A second goal was to better characterize the apparent variability in strategy across different poses of the avatar. The results converged with those of Experiment 1, in that there was good converging evidence for spatial framework use in the upright trials but not in the prone or supine trials. Thus, this appears to be a robust feature of such tasks.
A final goal was to explore why preparation times did not increase beyond 90° in some participants. To discourage nonspatial strategies, we manipulated avatar orientation in 45° increments and increased the proportion of trials in which the avatar was upright. As predicted, this resulted in incerased orientation dependence and consistent increases in response time past 90°. Thus, a reasonable explanation for the lack of increase beyond 90° for some participants in Experiment 1 is the use of a nonpspatial “cheating” strategy on the 180° trials, verbally coding of the fact that left and right are reversed for these trials.
As in Experiment 1, we found that participants who exhibited evidence of using perspective transformations also tended to exhibit evidence of using spatial frameworks. However, this relationship was significant for axis dependence in Experiment 1 and the back minus front difference in Experiment 1 2.

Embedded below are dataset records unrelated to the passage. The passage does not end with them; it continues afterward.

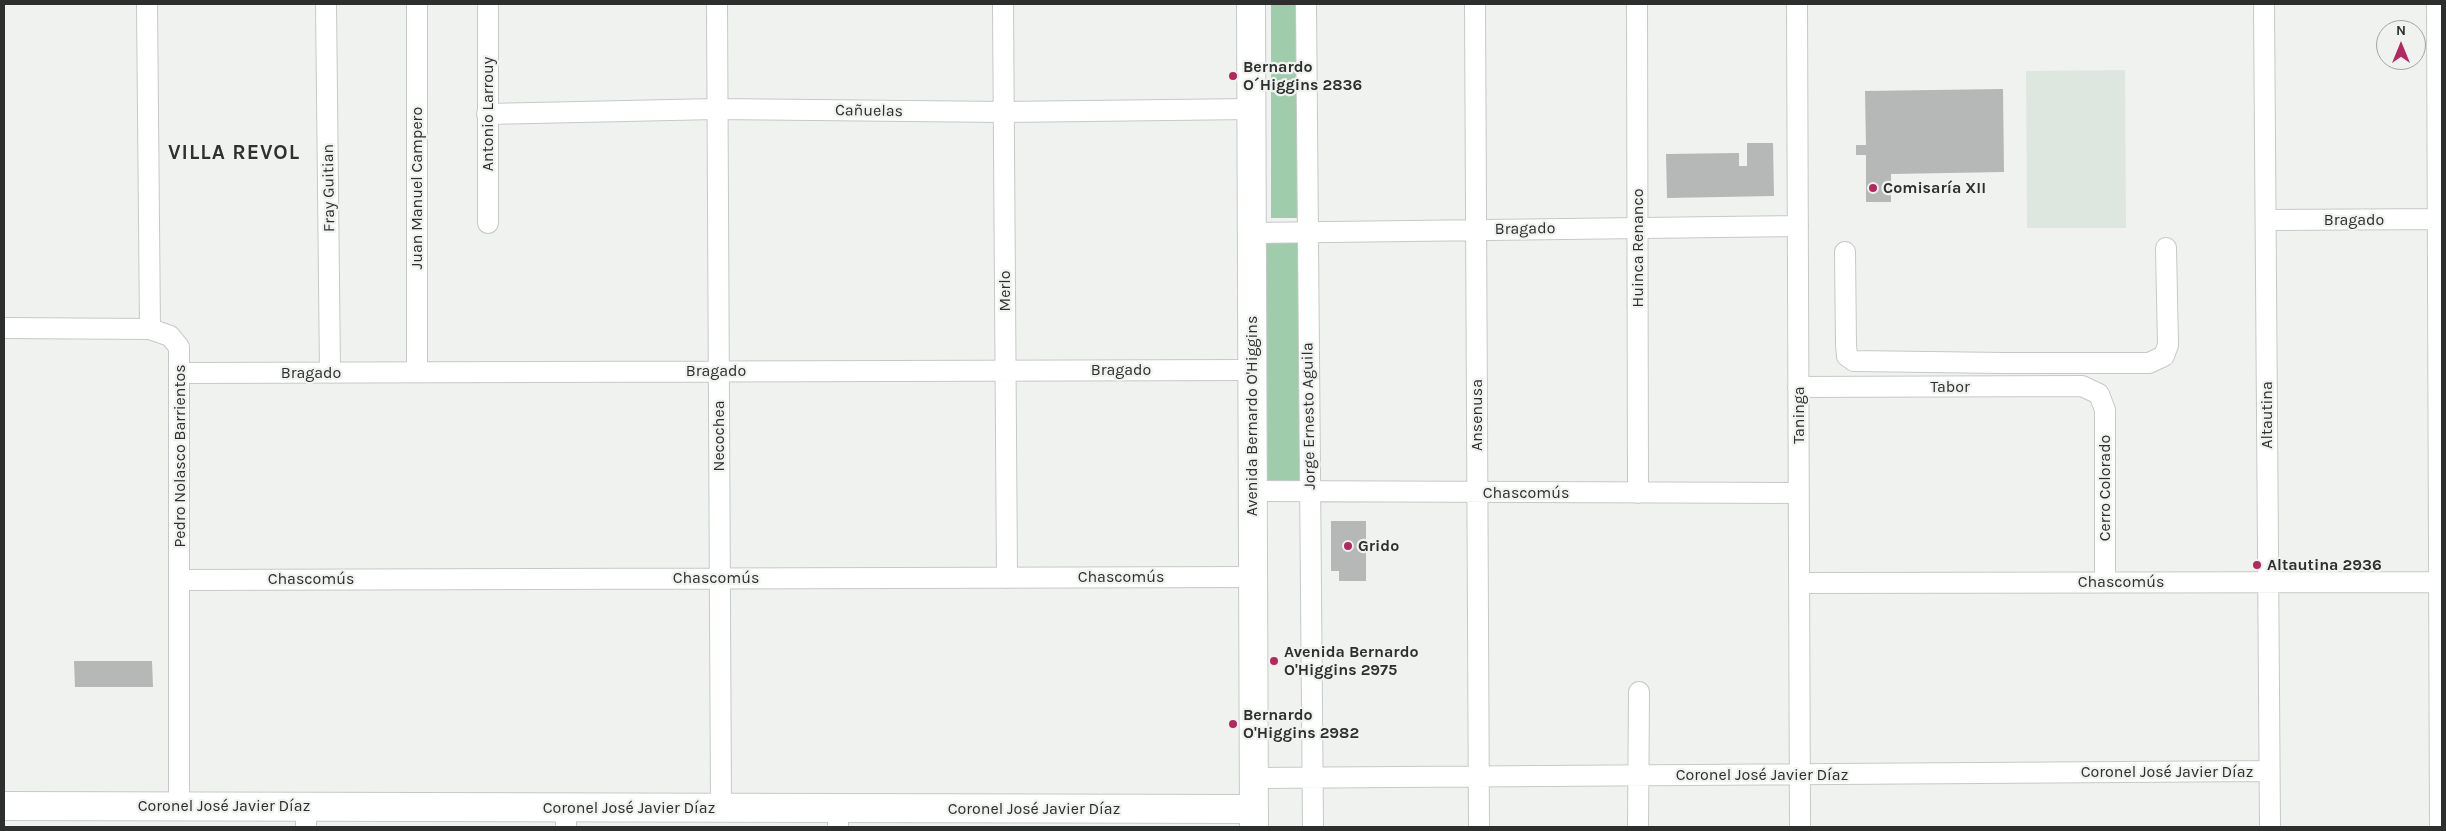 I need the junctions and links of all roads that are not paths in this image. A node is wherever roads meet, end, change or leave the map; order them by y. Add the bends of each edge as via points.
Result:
1 (147, 4) edge
2 (326, 4) edge
3 (417, 4) edge
4 (488, 4) edge
5 (717, 4) edge
6 (1003, 4) edge
7 (1251, 4) edge
8 (1306, 4) edge
9 (1476, 4) edge
10 (1637, 4) edge
11 (1797, 4) edge
12 (2264, 4) edge
13 (2437, 4) edge
14 (717, 109) junction
15 (1251, 109) junction
16 (1004, 112) junction
17 (487, 114) junction
18 (2440, 219) edge
19 (2266, 220) junction
20 (488, 223) dead end
21 (1798, 226) junction
22 (1638, 228) junction
23 (1477, 230) junction
24 (1308, 232) junction
25 (1252, 233) junction
26 (2166, 248) dead end
27 (1844, 252) dead end
28 (4, 328) edge
29 (150, 329) junction
30 (2003, 363) junction
31 (1006, 370) junction
32 (1252, 370) junction
33 (719, 371) junction
34 (417, 372) junction
35 (180, 373) junction
36 (330, 373) junction
37 (2004, 386) junction
38 (1798, 387) junction
39 (2099, 394) joint
40 (1253, 491) junction
41 (1310, 492) junction
42 (1478, 492) junction
43 (1638, 493) junction
44 (1799, 493) junction
45 (1253, 577) junction
46 (720, 578) junction
47 (1007, 578) junction
48 (180, 580) junction
49 (2105, 582) junction
50 (2268, 582) junction
51 (2440, 582) edge
52 (1799, 583) junction
53 (1639, 692) dead end
54 (2269, 771) junction
55 (1800, 774) junction
56 (1638, 776) junction
57 (1479, 777) junction
58 (1254, 778) junction
59 (1313, 778) junction
60 (4, 806) edge
61 (179, 806) junction
62 (721, 808) junction
63 (306, 817) edge
64 (566, 817) edge
65 (838, 818) edge
66 (1254, 818) edge
67 (1313, 827) edge
68 (1479, 827) edge
69 (1638, 827) edge
70 (1800, 827) edge
71 (2270, 827) edge
72 (2440, 827) edge

1 - 29 street
2 - 36 street, Fray Guitian
3 - 34 street, Juan Manuel Campero
4 - 17 street, Antonio Larrouy
5 - 14 street, Necochea
6 - 16 street, Merlo
7 - 15 main road, Avenida Bernardo O'Higgins
8 - 24 street, Jorge Ernesto Aguila
9 - 23 street, Ansenusa
10 - 22 street, Huinca Renanco
11 - 21 street, Taninga
12 - 19 street, Altautina
13 - 18 street
14 - 16 street, Cañuelas
14 - 17 street, Cañuelas
14 - 33 street, Necochea
15 - 16 street, Cañuelas
15 - 25 main road, Avenida Bernardo O'Higgins
16 - 31 street, Merlo
17 - 20 street, Antonio Larrouy
18 - 19 street, Bragado
18 - 51 street
19 - 50 street, Altautina
21 - 22 street, Bragado
21 - 38 street, Taninga
22 - 23 street, Bragado
22 - 43 street, Huinca Renanco
23 - 24 street, Bragado
23 - 42 street, Ansenusa
24 - 25 street, Bragado
24 - 41 street, Jorge Ernesto Aguila
25 - 32 main road, Avenida Bernardo O'Higgins
26 - 30 street via 2168,345 2164,356 2149,362
27 - 30 street via 1847,356 1854,361
28 - 29 street
29 - 35 street, Pedro Nolasco Barrientos via 170,336 179,347
30 - 37 street
31 - 32 street, Bragado
31 - 33 street, Bragado
31 - 47 street, Merlo
32 - 40 main road, Avenida Bernardo O'Higgins
33 - 34 street, Bragado
33 - 46 street, Necochea
34 - 36 street, Bragado
35 - 36 street, Bragado
35 - 48 street, Pedro Nolasco Barrientos
37 - 38 street, Tabor
37 - 39 street, Tabor via 2082,386
38 - 44 street, Taninga
39 - 49 street, Cerro Colorado via 2105,410
40 - 41 street, Chascomús
40 - 45 main road, Avenida Bernardo O'Higgins
41 - 42 street, Chascomús
41 - 59 street, Jorge Ernesto Aguila
42 - 43 street, Chascomús
42 - 57 street, Ansenusa
43 - 44 street, Chascomús
44 - 52 street, Taninga
45 - 47 street, Chascomús
45 - 58 main road, Avenida Bernardo O'Higgins
46 - 47 street, Chascomús
46 - 48 street, Chascomús
46 - 62 street, Necochea
48 - 61 street, Pedro Nolasco Barrientos
49 - 50 street, Chascomús
49 - 52 street, Chascomús
50 - 51 street, Chascomús
50 - 54 street, Altautina
51 - 72 street
52 - 55 street, Taninga
53 - 56 street
54 - 55 street, Coronel José Javier Díaz
54 - 71 street, Altautina
55 - 56 street, Coronel José Javier Díaz
55 - 70 street, Taninga
56 - 57 street, Coronel José Javier Díaz
56 - 69 street
57 - 59 street, Coronel José Javier Díaz
57 - 68 street, Ansenusa
58 - 59 street, Coronel José Javier Díaz
58 - 66 main road, Avenida Bernardo O'Higgins
59 - 67 street, Jorge Ernesto Aguila
60 - 61 main road, Coronel José Javier Díaz
61 - 63 main road, Coronel José Javier Díaz
62 - 64 main road, Coronel José Javier Díaz
62 - 65 main road, Coronel José Javier Díaz
63 - 64 main road, Coronel José Javier Díaz
65 - 66 main road, Coronel José Javier Díaz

Unlike the analysis using only canonical objects, individual differences in the hemisphere-based spatial framework measures did not correlate with the measure of perspective transformation use in Experiment 2. One possibility is that making judgments about non-canonical objects depended more heavily on orientation-dependent processes. During the preparation phase, participants could not predict whether the upcoming probe objects would be at canonical or non-canonical locations, but they may have selectively prioritized the representation of canonical objects during their perspective transformation. This would have left them inadequately prepared for probes of objects at non-canonical locations, requiring another perspective transformation at the time of the probe based on a surface representation of the scene.
General Discussion
In these two experiments, we tested a mechanistic hypothesis regarding how people sometimes perform perspective-taking tasks: that they perform perspective transformations, resulting in the construction of a spatial framework from an imagined perspective. In both experiments, during a perspective-taking phase response times were consistent with perspective transformations, and during an object-location phase response times were consistent with spatial frameworks. Moreover, participants who showed stronger evidence of performing perspective transformations when asked to imagine another viewpoint also showed stronger evidence of using a spatial framework to locate objects relative to that imagined viewpoint.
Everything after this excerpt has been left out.